* _Task instructions_
I would like the entries transcribed word for word, please, with the pictures removed.

* _Records for the task_
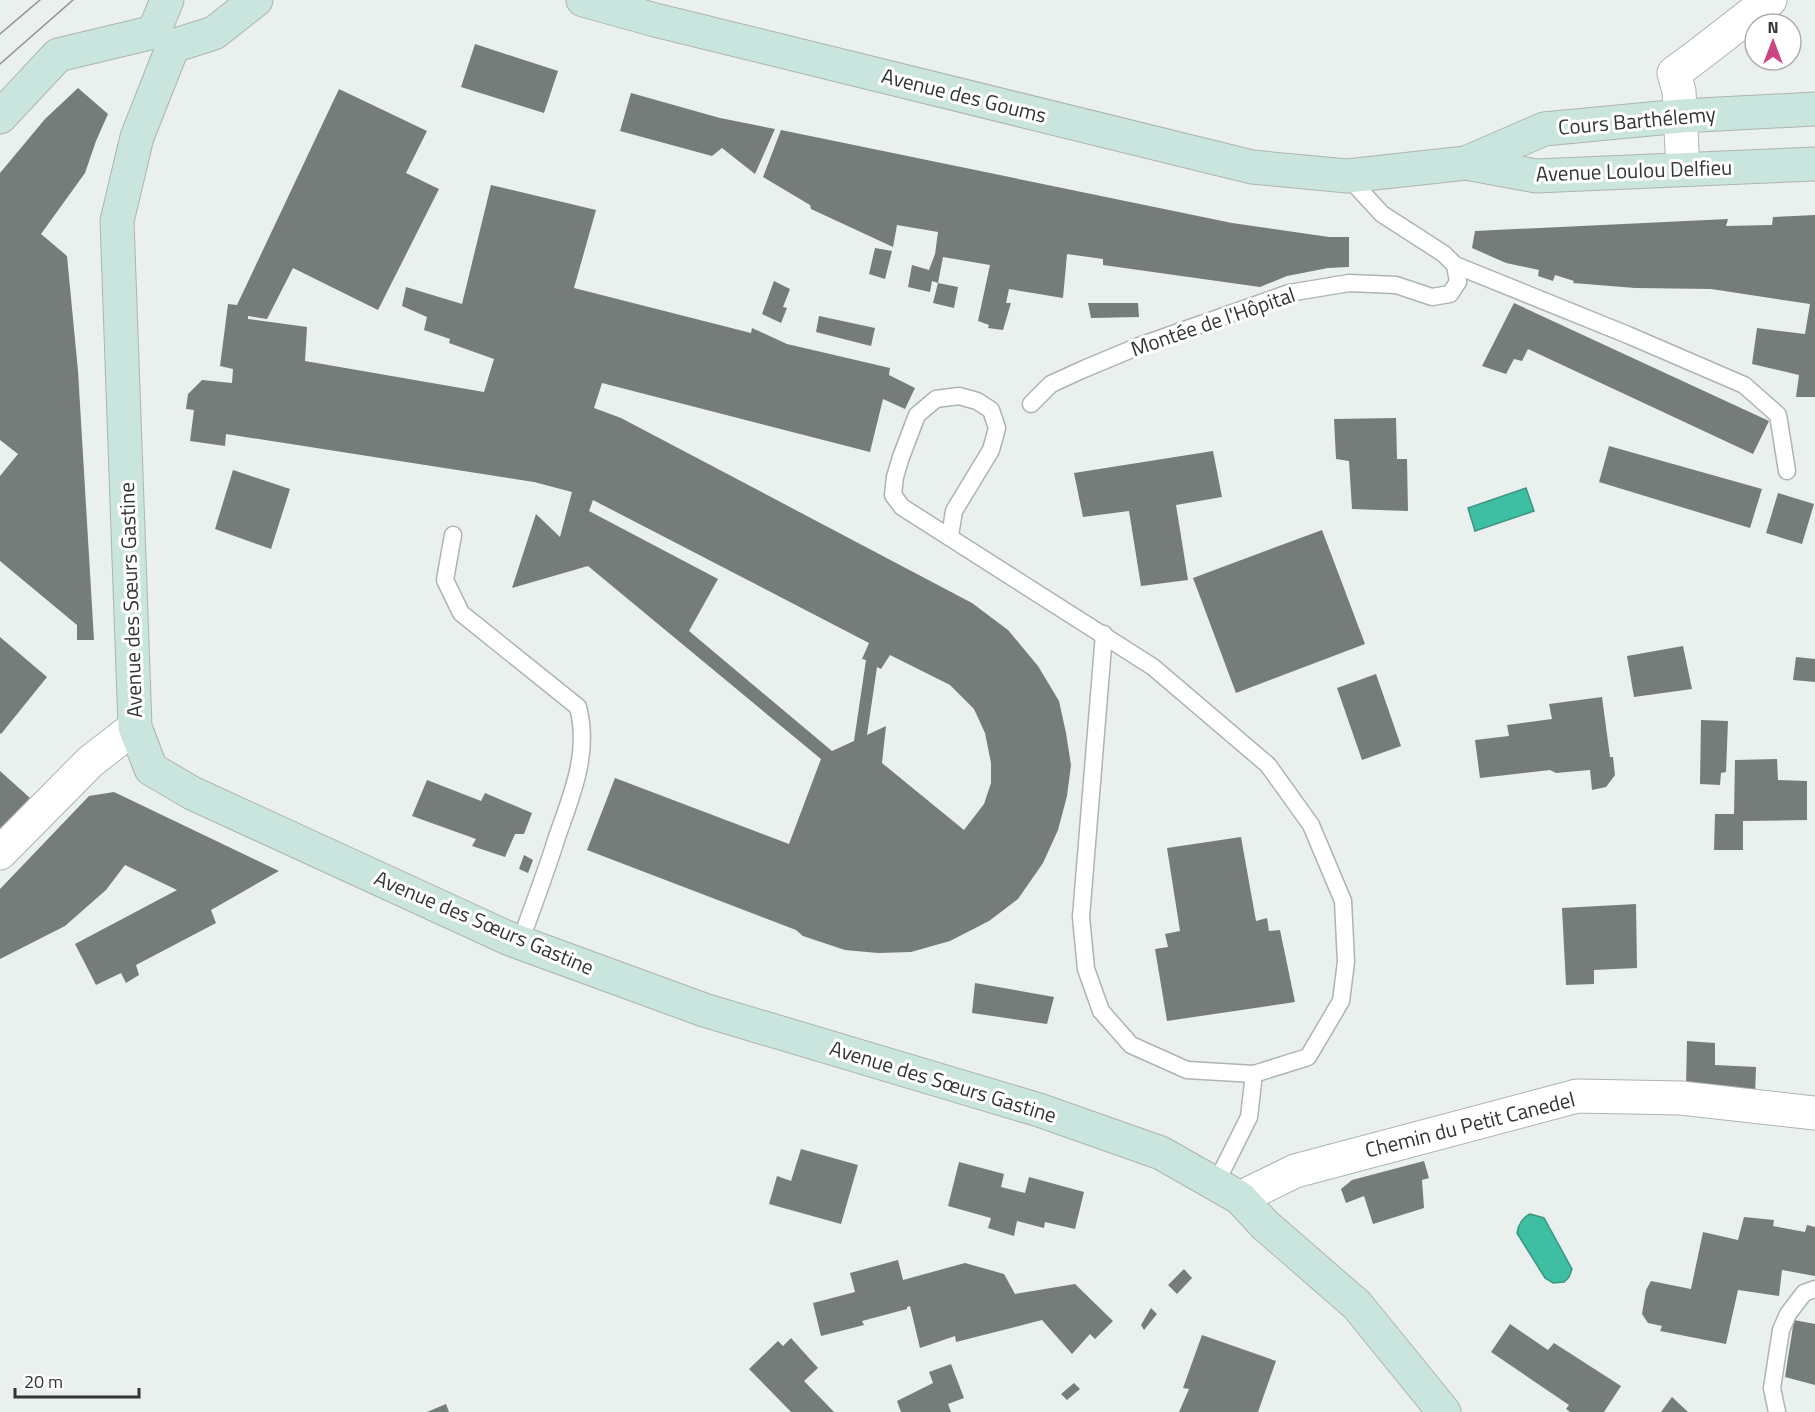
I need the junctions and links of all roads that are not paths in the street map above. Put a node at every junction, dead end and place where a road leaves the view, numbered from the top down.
1 (167, 0) edge
2 (256, 0) edge
3 (583, 0) edge
4 (1770, 0) edge
5 (164, 39) junction
6 (1815, 109) edge
7 (1681, 116) junction
8 (0, 117) edge
9 (1466, 163) junction
10 (1815, 164) edge
11 (1683, 169) junction
12 (1347, 176) junction
13 (1455, 265) junction
14 (1031, 404) dead end
15 (1788, 471) dead end
16 (453, 535) dead end
17 (950, 536) junction
18 (1104, 634) junction
19 (135, 727) junction
20 (0, 853) edge
21 (520, 942) junction
22 (1254, 1074) junction
23 (1815, 1113) edge
24 (1228, 1191) junction
25 (1815, 1289) edge
26 (1444, 1412) edge
27 (1777, 1412) edge

1 - 5 street, Avenue des Sœurs Gastine
2 - 5 street
3 - 12 street, Avenue des Goums
4 - 7 street
5 - 8 street
5 - 19 street, Avenue des Sœurs Gastine
6 - 7 street, Cours Barthélemy
7 - 9 street, Cours Barthélemy
7 - 11 street
9 - 11 street, Avenue Loulou Delfieu
9 - 12 street, Avenue Loulou Delfieu
10 - 11 street, Avenue Loulou Delfieu
12 - 13 lane
13 - 14 lane, Montée de l'Hôpital
13 - 15 lane
16 - 21 lane
17 - 17 lane
17 - 18 lane
18 - 22 lane
18 - 22 lane
19 - 20 street
19 - 21 street, Avenue des Sœurs Gastine
21 - 24 street, Avenue des Sœurs Gastine
22 - 24 lane
23 - 24 street, Chemin du Petit Canedel
24 - 26 street, Avenue des Sœurs Gastine
25 - 27 lane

* _Exercise answer_
I need the junctions and links of all roads that are not paths in the street map above. Put a node at every junction, dead end and place where a road leaves the view, numbered from the top down.
1 (167, 0) edge
2 (256, 0) edge
3 (583, 0) edge
4 (1770, 0) edge
5 (164, 39) junction
6 (1815, 109) edge
7 (1681, 116) junction
8 (0, 117) edge
9 (1466, 163) junction
10 (1815, 164) edge
11 (1683, 169) junction
12 (1347, 176) junction
13 (1455, 265) junction
14 (1031, 404) dead end
15 (1788, 471) dead end
16 (453, 535) dead end
17 (950, 536) junction
18 (1104, 634) junction
19 (135, 727) junction
20 (0, 853) edge
21 (520, 942) junction
22 (1254, 1074) junction
23 (1815, 1113) edge
24 (1228, 1191) junction
25 (1815, 1289) edge
26 (1444, 1412) edge
27 (1777, 1412) edge

1 - 5 street, Avenue des Sœurs Gastine
2 - 5 street
3 - 12 street, Avenue des Goums
4 - 7 street
5 - 8 street
5 - 19 street, Avenue des Sœurs Gastine
6 - 7 street, Cours Barthélemy
7 - 9 street, Cours Barthélemy
7 - 11 street
9 - 11 street, Avenue Loulou Delfieu
9 - 12 street, Avenue Loulou Delfieu
10 - 11 street, Avenue Loulou Delfieu
12 - 13 lane
13 - 14 lane, Montée de l'Hôpital
13 - 15 lane
16 - 21 lane
17 - 17 lane
17 - 18 lane
18 - 22 lane
18 - 22 lane
19 - 20 street
19 - 21 street, Avenue des Sœurs Gastine
21 - 24 street, Avenue des Sœurs Gastine
22 - 24 lane
23 - 24 street, Chemin du Petit Canedel
24 - 26 street, Avenue des Sœurs Gastine
25 - 27 lane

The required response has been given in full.